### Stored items
********
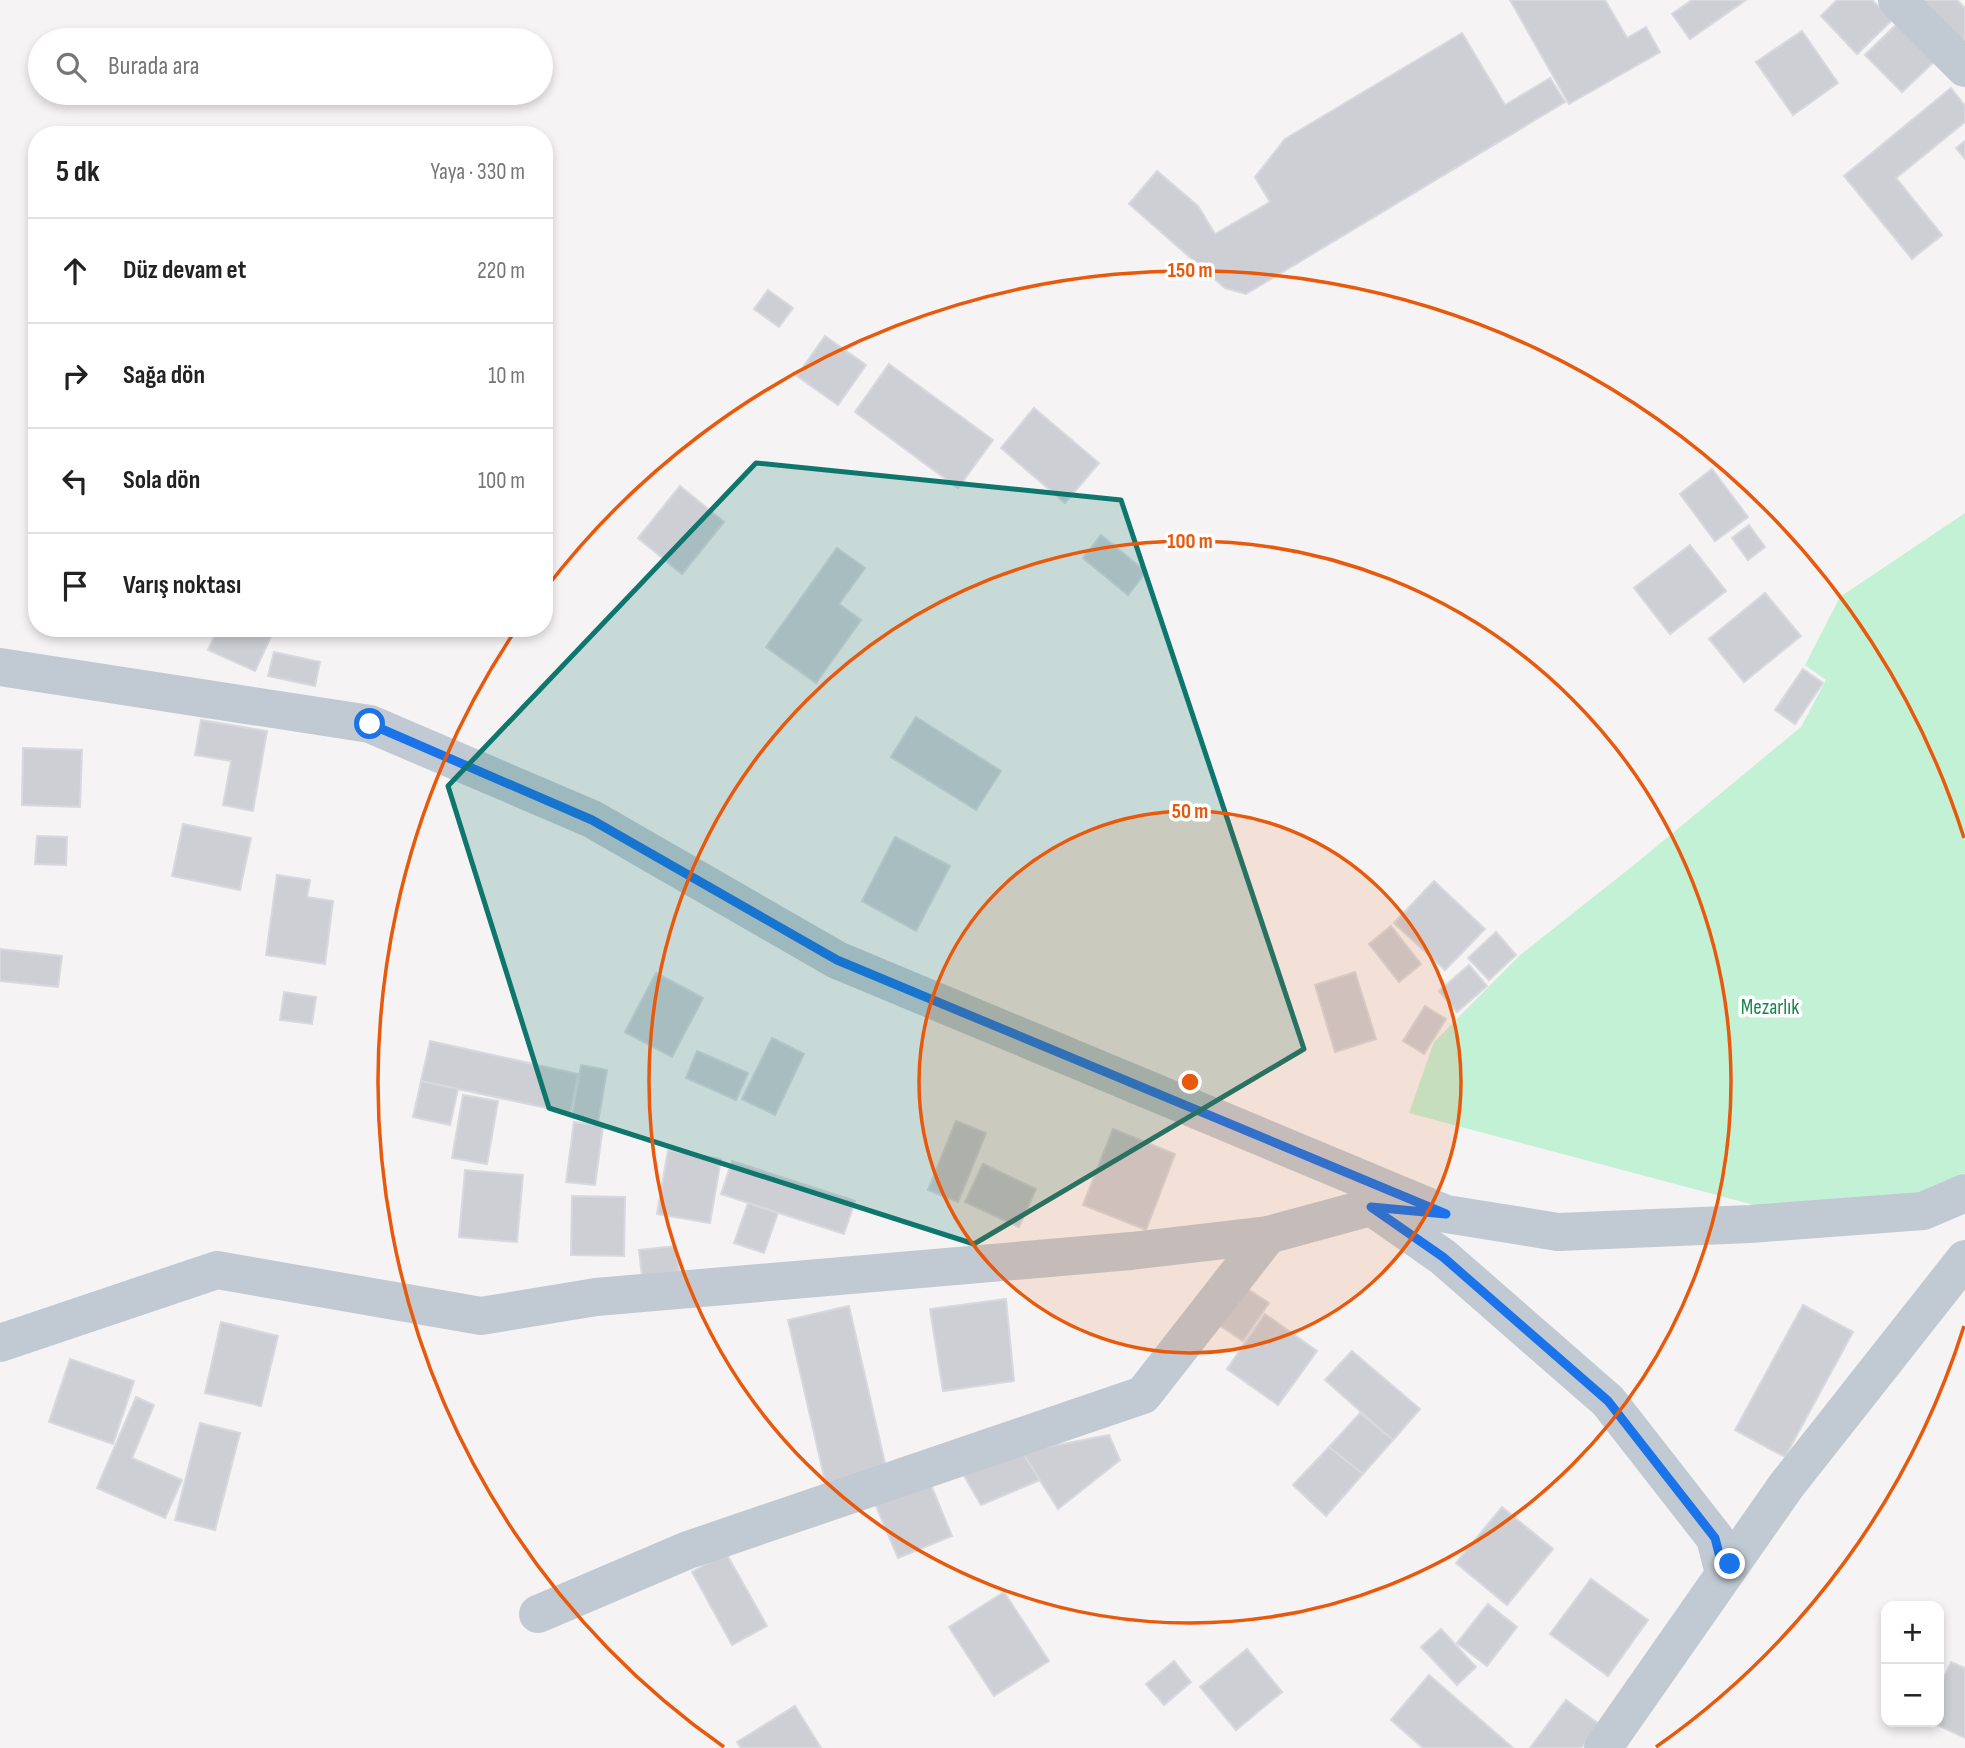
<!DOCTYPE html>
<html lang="tr">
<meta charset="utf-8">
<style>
:root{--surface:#fff;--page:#f2f2f2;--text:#222;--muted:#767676;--line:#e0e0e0}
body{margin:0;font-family:"Sofia Sans Condensed",sans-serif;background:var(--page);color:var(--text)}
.controls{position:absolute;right:21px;bottom:21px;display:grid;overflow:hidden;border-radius:14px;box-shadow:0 4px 10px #0003}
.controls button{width:63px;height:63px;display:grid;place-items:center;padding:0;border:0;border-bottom:2px solid var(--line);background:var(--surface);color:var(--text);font:35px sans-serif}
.stop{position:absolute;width:21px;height:21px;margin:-16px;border:5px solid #1a73e8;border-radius:50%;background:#fff}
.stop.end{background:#1a73e8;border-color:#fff;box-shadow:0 2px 7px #0008}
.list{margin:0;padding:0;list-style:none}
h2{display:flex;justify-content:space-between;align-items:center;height:91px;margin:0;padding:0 28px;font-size:30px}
h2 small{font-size:23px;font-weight:400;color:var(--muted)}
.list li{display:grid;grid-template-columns:46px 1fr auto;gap:21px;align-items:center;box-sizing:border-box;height:105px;padding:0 28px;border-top:2px solid var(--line)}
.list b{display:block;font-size:26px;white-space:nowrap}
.list em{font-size:23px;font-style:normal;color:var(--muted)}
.icon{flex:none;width:38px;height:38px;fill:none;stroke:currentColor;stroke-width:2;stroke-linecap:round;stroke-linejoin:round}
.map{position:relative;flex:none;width:1965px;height:1748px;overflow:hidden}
.search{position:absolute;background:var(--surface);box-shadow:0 4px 10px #0003;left:28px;top:28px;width:525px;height:77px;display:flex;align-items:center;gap:18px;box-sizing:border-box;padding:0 24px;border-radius:38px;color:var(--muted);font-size:26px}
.panel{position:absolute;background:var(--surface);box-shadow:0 4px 10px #0003;left:28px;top:126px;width:525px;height:511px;border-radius:28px}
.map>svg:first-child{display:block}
.green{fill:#c3f1d5}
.building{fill:#cdcfd5;stroke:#d7d9de;stroke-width:2}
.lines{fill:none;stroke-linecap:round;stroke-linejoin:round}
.minor{stroke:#c1cad2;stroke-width:38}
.tertiary{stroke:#c1cad2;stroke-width:38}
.route{stroke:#1a73e8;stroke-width:9}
.marked{fill:#0f766e;fill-opacity:0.2;stroke:#0f766e;stroke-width:5;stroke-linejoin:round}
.ring{fill:none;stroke:#e8590c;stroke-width:3.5}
.labels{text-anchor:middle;stroke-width:7;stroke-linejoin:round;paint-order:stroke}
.park-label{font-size:21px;fill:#17864f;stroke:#fff}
.centre{fill:#e8590c;stroke:#fff;stroke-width:3.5}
.ring-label{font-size:21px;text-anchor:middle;font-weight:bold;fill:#e8590c;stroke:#fff;stroke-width:7;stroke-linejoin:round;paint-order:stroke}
</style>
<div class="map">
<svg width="1965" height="1748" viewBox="0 0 1965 1748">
<rect width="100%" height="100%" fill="#f5f3f3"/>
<path class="green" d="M1965 513V1173L1938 1189 1815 1210 1758 1206 1409 1113 1434 1042 1519 956 1634 865 1801 727 1826 680 1805 665 1840 597Z"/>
<g class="building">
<path d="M1510 0H1605L1627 38 1646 27 1660 52 1569 104Z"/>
<path d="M1692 0H1746L1690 39 1672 14Z"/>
<path d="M1837 0H1872L1892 20 1857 54 1821 16Z"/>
<path d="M1916 0H1957L1965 8V46Z"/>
<path d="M1900 21 1937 59 1902 92 1865 55Z"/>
<path d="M1802 31 1838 83 1793 115 1756 62Z"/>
<path d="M1462 33 1505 105 1550 78 1565 102 1246 294 1225 288 1129 204 1157 171 1198 206 1215 234 1270 202 1255 177 1285 139Z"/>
<path d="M1951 88 1965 106V122L1896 178 1942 235 1912 259 1844 176Z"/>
<path d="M1965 141V159L1956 148Z"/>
<path d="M768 290 793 308 779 327 754 309Z"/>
<path d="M825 336 866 365 838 405 797 376Z"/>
<path d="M889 364 993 440 958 488 855 412Z"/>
<path d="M1034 408 1099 463 1065 503 1001 448Z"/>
<path d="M1712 469 1748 517 1715 541 1680 494Z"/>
<path d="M680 486 724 522 682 574 638 538Z"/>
<path d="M1749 525 1765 547 1748 560 1732 538Z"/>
<path d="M1101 535 1146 572 1128 595 1083 558Z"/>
<path d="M1690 545 1726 591 1670 634 1634 588Z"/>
<path d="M837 548 865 568 839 604 861 620 816 683 766 647Z"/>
<path d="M1765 593 1801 636 1744 682 1709 639Z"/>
<path d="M218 628H275L255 671 208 650Z"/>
<path d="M274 652 320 662 315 686 268 676Z"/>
<path d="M1803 669 1823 683 1795 724 1775 710Z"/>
<path d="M916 717 1001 771 976 810 891 757Z"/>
<path d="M201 720 267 731 253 811 223 805 231 761 195 755Z"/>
<path d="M23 748 82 750 80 807 22 805Z"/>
<path d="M183 824 251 838 240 890 172 876Z"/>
<path d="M37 836 67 837 66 865 35 864Z"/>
<path d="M895 837 950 866 916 931 862 901Z"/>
<path d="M277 875 310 880 307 897 333 901 325 964 266 955Z"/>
<path d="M1434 881 1485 929 1445 970 1394 923Z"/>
<path d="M1391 926 1421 964 1399 982 1369 944Z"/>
<path d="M1496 932 1516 955 1489 980 1468 958Z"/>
<path d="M0 949 62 956 58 987 0 981Z"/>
<path d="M1469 965 1487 986 1457 1012 1439 991Z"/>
<path d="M1355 972 1376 1039 1335 1052 1315 985Z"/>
<path d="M656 973 703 998 672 1057 625 1032Z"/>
<path d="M284 992 316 997 312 1024 280 1020Z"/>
<path d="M1425 1006 1446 1019 1424 1054 1403 1041Z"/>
<path d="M772 1038 804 1054 775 1115 742 1099Z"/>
<path d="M430 1041 578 1074 570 1113 421 1081Z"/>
<path d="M697 1051 748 1073 736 1100 686 1078Z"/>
<path d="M581 1065 607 1070 598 1122 572 1117Z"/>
<path d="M421 1081 458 1089 450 1125 413 1117Z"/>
<path d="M463 1095 498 1101 487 1164 452 1158Z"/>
<path d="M956 1121 986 1133 958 1202 928 1190Z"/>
<path d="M574 1122 603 1126 595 1185 566 1182Z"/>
<path d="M1113 1129 1175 1154 1146 1230 1083 1205Z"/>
<path d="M668 1150 721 1159 710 1223 657 1214Z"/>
<path d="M732 1161 855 1201 844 1234 721 1194Z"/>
<path d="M983 1164 1036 1189 1019 1227 965 1202Z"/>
<path d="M465 1170 523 1175 517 1242 459 1237Z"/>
<path d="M572 1196 625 1197 624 1256 571 1255Z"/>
<path d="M748 1203 778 1213 764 1253 734 1243Z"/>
<path d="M676 1246 679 1271 642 1276 639 1250Z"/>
<path d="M1239 1283 1269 1303 1243 1341 1213 1321Z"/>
<path d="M1006 1299 1014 1381 943 1391 930 1309Z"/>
<path d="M1803 1305 1853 1332 1785 1457 1735 1430Z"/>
<path d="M849 1306 887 1472 826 1485 788 1320Z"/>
<path d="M1265 1314 1317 1351 1278 1405 1227 1369Z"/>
<path d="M221 1322 278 1336 261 1406 205 1393Z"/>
<path d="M1352 1351 1420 1409 1393 1440 1325 1380Z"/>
<path d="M70 1359 134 1381 113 1444 49 1422Z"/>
<path d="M136 1397 154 1405 132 1458 182 1480 165 1518 97 1488Z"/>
<path d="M1360 1413 1393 1440 1363 1474 1329 1447Z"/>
<path d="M200 1423 240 1433 215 1530 175 1520Z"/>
<path d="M1109 1435 1120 1460 1058 1509 1022 1452Z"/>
<path d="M1329 1447 1363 1474 1326 1516 1293 1485Z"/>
<path d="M1022 1452 1040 1480 981 1505 963 1474Z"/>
<path d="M928 1478 952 1536 898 1558 874 1501Z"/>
<path d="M1502 1507 1553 1549 1507 1605 1456 1563Z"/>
<path d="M726 1553 767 1626 732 1645 692 1572Z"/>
<path d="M1591 1579 1648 1620 1608 1676 1550 1634Z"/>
<path d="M1004 1592 1049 1661 994 1696 949 1627Z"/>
<path d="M1488 1604 1517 1627 1487 1666 1457 1643Z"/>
<path d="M1441 1629 1476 1667 1457 1685 1421 1647Z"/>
<path d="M1247 1649 1282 1692 1236 1730 1200 1687Z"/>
<path d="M1174 1661 1191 1682 1164 1705 1146 1684Z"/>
<path d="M1951 1662 1965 1668V1738L1931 1722H1939V1688Z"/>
<path d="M1429 1675 1513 1748H1423L1391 1720Z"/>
<path d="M1566 1700 1599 1724 1581 1748H1530Z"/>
<path d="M795 1706 821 1748H741L737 1742Z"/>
</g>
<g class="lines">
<g class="minor">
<path d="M1373 1208 1443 1257 1608 1401 1715 1538 1724 1573"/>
<path d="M0 1343 217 1270 481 1316 596 1297 1131 1251 1268 1235 1371 1207 1434 1212"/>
<path d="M538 1614 688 1550 1143 1395 1268 1235"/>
</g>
<g class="tertiary">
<path d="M1897 0 1965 68"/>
<path d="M0 667 370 724 592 819 837 960 1446 1214 1558 1232 1750 1224 1923 1211 1965 1193"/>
<path d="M1603 1748 1786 1486 1965 1259"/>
</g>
</g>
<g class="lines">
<path class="route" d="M370 724 592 820 837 960 1446 1214 1371 1207 1443 1257 1608 1401 1715 1538 1724 1573 1730 1564"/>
</g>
<path class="marked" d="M756 463 1121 500 1304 1049 974 1244 549 1108 448 786Z"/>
<circle cx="1190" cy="1082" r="271" fill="#e8590c" fill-opacity=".12"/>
<g class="ring">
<circle cx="1190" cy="1082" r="271"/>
<circle cx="1190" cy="1082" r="541"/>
<path d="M1964 1326A812 812 0 0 1 1656 1747M724 1747A812 812 0 0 1 513 634M546 588A812 812 0 0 1 1964 838"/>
</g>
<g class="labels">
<g class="park-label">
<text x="1770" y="1014">Mezarlık</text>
</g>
</g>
<circle cx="1190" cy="1082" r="10" class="centre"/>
<g class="ring-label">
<text x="1190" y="277">150 m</text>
<text x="1190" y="548">100 m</text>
<text x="1190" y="818">50 m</text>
</g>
</svg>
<div class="controls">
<button>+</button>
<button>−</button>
</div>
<div class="stop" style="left:370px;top:724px"></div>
<div class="stop end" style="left:1730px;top:1564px"></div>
<div class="search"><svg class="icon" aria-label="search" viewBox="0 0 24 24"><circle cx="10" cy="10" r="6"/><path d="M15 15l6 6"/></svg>Burada ara</div>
<section class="panel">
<h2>5 dk<small>Yaya · 330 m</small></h2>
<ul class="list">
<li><svg class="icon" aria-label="ahead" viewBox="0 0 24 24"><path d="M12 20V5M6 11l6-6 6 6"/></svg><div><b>Düz devam et</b></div><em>220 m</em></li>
<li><svg class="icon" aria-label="right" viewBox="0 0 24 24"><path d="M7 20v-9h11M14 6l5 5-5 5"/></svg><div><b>Sağa dön</b></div><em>10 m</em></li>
<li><svg class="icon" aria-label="left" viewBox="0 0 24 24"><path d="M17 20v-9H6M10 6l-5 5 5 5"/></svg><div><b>Sola dön</b></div><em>100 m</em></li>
<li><svg class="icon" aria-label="arrive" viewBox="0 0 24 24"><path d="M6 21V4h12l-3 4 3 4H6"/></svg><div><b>Varış noktası</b></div></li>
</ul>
</section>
</div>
********
### TASK REQUIREMENTS
The lines you need are those with the word "linecap"; list them from the entries.

### SOLUTION FOR THIS PROBLEM
.icon{flex:none;width:38px;height:38px;fill:none;stroke:currentColor;stroke-width:2;stroke-linecap:round;stroke-linejoin:round}
.lines{fill:none;stroke-linecap:round;stroke-linejoin:round}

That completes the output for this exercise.